Exercise prompt:
Every line of the records below that holds the word "dead" belongs in the answer.

Records shown:
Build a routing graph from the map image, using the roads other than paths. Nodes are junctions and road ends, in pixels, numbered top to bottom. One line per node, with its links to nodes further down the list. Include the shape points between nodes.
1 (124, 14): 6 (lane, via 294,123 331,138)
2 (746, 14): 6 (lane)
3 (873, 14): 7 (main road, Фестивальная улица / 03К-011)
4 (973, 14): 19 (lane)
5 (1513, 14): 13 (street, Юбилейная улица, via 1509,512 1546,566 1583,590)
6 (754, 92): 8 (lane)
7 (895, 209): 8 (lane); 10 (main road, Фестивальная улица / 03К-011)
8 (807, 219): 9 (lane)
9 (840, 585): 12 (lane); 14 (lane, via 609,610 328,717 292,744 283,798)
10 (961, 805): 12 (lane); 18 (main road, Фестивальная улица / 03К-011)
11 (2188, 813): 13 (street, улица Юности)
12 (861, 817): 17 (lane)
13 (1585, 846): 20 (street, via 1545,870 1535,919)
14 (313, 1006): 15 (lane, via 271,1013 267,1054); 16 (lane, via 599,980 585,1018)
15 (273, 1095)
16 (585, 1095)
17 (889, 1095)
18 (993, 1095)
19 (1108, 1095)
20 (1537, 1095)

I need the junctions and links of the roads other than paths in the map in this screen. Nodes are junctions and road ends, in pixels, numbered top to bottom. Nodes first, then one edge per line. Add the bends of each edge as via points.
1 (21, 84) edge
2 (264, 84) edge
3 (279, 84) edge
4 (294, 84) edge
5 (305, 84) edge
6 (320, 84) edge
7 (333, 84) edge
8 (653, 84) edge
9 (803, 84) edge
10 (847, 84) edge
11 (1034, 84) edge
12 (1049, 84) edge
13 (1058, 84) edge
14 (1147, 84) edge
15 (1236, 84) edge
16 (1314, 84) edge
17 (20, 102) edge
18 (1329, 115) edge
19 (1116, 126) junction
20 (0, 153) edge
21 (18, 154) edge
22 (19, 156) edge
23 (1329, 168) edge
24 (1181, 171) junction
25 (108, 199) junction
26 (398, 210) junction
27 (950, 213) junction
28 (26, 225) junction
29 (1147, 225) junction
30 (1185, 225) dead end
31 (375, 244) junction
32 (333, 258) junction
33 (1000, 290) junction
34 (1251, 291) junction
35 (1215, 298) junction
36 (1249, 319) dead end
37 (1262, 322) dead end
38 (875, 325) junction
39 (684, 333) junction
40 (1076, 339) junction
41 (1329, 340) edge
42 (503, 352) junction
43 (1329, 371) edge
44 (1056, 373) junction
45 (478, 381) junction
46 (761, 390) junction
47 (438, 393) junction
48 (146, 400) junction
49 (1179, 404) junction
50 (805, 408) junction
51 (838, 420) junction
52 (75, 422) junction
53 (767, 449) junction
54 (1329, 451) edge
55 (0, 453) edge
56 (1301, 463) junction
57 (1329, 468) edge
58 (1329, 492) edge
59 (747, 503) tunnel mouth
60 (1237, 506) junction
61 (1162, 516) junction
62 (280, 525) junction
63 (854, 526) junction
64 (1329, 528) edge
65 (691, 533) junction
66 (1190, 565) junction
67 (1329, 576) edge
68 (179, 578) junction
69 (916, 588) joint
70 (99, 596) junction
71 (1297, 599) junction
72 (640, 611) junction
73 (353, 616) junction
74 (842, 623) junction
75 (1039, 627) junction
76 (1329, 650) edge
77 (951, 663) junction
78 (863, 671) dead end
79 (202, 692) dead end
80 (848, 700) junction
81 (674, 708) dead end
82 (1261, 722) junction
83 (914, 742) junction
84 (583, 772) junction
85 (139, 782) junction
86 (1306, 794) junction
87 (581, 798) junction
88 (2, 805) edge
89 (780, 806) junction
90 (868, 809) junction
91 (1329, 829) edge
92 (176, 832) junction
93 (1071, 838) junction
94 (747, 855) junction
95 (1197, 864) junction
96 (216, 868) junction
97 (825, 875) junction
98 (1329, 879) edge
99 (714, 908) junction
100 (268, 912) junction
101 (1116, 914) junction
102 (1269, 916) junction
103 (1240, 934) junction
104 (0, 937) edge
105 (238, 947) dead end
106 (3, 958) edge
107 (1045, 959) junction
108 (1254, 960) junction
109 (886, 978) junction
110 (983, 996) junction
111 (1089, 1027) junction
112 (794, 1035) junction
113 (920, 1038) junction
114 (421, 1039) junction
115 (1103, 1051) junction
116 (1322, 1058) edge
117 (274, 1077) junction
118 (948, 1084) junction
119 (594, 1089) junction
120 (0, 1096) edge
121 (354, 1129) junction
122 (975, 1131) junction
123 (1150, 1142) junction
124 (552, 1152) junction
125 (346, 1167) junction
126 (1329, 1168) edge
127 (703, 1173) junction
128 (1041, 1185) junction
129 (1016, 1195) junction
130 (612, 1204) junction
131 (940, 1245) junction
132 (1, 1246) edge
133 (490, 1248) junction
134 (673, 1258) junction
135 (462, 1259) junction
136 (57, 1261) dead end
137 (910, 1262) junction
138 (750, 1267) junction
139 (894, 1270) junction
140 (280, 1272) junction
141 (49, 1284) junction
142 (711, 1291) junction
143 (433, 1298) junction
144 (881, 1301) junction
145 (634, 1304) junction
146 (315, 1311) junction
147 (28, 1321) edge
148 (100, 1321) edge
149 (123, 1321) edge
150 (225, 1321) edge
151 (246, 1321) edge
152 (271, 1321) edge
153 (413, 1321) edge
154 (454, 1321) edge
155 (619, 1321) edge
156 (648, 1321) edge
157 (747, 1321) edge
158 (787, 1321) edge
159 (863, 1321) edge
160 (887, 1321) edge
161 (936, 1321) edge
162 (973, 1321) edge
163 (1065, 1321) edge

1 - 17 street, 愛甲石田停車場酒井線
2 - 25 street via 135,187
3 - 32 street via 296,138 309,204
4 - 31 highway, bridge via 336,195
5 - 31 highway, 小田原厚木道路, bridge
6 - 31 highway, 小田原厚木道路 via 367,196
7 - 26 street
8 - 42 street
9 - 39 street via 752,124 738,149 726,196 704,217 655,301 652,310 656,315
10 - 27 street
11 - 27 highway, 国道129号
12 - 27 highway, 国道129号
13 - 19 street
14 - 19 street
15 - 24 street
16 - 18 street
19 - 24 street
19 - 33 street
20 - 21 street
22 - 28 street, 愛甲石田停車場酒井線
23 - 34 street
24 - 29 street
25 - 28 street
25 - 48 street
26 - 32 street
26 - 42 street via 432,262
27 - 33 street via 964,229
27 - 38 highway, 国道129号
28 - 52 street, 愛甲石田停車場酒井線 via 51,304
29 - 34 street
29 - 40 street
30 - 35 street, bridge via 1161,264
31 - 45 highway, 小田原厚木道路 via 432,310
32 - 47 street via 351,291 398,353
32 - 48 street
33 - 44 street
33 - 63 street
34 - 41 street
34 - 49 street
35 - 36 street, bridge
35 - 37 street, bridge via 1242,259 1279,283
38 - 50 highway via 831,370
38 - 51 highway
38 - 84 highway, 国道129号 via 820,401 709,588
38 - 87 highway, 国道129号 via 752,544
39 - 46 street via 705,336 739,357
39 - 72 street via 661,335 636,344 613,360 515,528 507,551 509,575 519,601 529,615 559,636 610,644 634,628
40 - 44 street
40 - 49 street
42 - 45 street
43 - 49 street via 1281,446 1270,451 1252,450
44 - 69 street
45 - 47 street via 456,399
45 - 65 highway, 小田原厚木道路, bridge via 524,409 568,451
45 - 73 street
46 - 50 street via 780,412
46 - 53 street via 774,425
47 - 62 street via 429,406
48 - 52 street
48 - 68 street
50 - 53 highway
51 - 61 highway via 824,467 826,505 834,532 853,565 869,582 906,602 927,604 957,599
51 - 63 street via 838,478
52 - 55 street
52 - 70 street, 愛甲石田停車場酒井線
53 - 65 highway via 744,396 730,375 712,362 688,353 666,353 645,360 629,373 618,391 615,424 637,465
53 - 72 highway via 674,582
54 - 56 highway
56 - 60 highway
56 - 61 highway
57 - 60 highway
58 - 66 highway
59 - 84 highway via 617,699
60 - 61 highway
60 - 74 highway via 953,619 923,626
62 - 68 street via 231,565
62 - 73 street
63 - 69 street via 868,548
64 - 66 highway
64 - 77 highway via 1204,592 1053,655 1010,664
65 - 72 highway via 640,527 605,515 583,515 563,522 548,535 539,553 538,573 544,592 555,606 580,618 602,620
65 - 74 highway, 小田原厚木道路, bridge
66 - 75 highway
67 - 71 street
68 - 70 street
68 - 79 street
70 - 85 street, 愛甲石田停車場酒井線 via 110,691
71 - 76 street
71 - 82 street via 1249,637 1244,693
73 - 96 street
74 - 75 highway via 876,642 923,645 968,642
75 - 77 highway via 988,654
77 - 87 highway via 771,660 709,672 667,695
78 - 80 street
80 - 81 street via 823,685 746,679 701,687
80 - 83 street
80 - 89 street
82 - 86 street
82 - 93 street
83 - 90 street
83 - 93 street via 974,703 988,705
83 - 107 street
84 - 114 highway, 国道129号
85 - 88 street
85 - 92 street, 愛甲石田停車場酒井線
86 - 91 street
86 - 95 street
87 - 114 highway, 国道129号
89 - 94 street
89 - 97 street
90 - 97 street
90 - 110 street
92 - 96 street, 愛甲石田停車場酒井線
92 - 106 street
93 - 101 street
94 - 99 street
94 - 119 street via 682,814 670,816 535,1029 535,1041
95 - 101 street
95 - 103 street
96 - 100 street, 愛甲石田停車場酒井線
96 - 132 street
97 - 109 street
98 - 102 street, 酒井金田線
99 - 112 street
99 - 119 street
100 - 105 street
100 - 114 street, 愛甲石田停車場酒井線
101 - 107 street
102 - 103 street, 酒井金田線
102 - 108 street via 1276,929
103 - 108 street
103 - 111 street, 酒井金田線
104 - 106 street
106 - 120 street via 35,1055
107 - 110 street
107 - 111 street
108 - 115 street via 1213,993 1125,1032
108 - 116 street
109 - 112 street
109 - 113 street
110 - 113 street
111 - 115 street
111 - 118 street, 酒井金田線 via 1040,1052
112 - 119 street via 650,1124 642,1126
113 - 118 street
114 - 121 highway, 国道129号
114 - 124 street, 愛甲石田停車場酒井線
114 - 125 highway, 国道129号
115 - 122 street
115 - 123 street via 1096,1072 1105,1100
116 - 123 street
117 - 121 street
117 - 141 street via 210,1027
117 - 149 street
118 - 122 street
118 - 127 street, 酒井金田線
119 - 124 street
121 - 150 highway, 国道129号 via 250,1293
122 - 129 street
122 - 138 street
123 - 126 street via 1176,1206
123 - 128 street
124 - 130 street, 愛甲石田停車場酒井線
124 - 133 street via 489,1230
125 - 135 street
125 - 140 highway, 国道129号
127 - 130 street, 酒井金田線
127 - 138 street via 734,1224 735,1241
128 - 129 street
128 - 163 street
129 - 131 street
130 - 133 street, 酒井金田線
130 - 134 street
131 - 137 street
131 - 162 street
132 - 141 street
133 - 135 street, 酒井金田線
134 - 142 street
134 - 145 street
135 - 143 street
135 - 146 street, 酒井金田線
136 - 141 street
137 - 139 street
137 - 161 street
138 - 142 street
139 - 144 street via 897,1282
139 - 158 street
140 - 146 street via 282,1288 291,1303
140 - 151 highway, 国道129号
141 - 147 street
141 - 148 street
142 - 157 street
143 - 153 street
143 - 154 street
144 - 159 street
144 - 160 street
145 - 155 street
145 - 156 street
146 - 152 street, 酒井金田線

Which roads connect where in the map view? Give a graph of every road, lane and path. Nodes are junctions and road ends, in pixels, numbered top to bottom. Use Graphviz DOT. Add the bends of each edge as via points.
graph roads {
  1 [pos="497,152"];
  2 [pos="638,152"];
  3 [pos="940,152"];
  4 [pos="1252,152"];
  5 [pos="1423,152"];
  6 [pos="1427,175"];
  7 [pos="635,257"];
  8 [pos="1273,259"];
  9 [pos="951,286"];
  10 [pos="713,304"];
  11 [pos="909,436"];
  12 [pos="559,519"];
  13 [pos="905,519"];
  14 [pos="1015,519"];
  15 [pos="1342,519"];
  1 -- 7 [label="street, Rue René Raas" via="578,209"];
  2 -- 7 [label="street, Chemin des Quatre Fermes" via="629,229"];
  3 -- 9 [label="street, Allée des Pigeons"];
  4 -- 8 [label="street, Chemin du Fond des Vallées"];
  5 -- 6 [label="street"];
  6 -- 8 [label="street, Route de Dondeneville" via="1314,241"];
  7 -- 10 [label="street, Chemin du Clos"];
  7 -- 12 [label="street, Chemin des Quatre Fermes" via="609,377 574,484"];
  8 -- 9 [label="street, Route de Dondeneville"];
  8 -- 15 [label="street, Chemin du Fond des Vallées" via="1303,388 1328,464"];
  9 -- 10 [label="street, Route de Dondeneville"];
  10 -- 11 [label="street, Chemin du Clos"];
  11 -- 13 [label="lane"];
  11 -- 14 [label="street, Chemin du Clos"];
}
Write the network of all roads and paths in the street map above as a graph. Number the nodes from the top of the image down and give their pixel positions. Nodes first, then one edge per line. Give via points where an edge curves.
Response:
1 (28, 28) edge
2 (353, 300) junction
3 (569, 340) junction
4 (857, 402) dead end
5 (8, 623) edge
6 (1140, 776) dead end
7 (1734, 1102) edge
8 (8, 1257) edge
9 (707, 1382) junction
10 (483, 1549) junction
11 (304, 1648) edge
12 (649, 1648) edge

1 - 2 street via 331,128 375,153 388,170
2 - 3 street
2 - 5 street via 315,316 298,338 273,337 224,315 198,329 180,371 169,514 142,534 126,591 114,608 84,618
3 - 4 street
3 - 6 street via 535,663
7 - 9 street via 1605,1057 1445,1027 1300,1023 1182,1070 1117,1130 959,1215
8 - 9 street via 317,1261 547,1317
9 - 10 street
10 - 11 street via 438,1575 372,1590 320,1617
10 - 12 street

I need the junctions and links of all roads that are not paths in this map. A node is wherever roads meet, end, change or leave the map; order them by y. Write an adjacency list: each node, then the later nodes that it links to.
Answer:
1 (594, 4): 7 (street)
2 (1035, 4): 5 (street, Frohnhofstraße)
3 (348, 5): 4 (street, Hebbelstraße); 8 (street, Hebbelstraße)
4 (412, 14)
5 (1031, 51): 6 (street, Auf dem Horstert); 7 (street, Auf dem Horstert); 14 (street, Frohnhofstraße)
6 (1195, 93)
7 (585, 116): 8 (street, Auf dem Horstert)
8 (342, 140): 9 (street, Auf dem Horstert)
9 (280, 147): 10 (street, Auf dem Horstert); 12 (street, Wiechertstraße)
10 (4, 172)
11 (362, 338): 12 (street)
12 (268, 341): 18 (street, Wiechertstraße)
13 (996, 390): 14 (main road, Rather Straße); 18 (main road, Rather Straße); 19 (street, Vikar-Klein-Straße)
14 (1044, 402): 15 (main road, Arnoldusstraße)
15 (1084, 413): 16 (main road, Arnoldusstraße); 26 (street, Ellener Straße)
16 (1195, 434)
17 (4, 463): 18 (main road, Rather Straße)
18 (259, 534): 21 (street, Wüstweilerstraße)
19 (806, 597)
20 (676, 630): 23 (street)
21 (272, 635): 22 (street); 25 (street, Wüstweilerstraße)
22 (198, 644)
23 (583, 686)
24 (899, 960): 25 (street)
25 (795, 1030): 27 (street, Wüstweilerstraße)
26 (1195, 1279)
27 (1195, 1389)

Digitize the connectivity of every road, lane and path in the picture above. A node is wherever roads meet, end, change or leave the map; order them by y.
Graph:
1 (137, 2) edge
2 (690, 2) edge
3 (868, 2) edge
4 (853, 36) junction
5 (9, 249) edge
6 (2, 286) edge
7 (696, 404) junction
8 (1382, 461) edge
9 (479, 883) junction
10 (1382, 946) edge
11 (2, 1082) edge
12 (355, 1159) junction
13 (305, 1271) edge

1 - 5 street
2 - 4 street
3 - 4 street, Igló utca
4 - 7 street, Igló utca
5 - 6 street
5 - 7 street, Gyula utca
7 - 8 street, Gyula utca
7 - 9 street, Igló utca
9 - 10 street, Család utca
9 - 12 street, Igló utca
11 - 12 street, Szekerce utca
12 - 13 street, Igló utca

The answer:
30 (1185, 225) dead end
36 (1249, 319) dead end
37 (1262, 322) dead end
78 (863, 671) dead end
79 (202, 692) dead end
81 (674, 708) dead end
105 (238, 947) dead end
136 (57, 1261) dead end
4 (857, 402) dead end
6 (1140, 776) dead end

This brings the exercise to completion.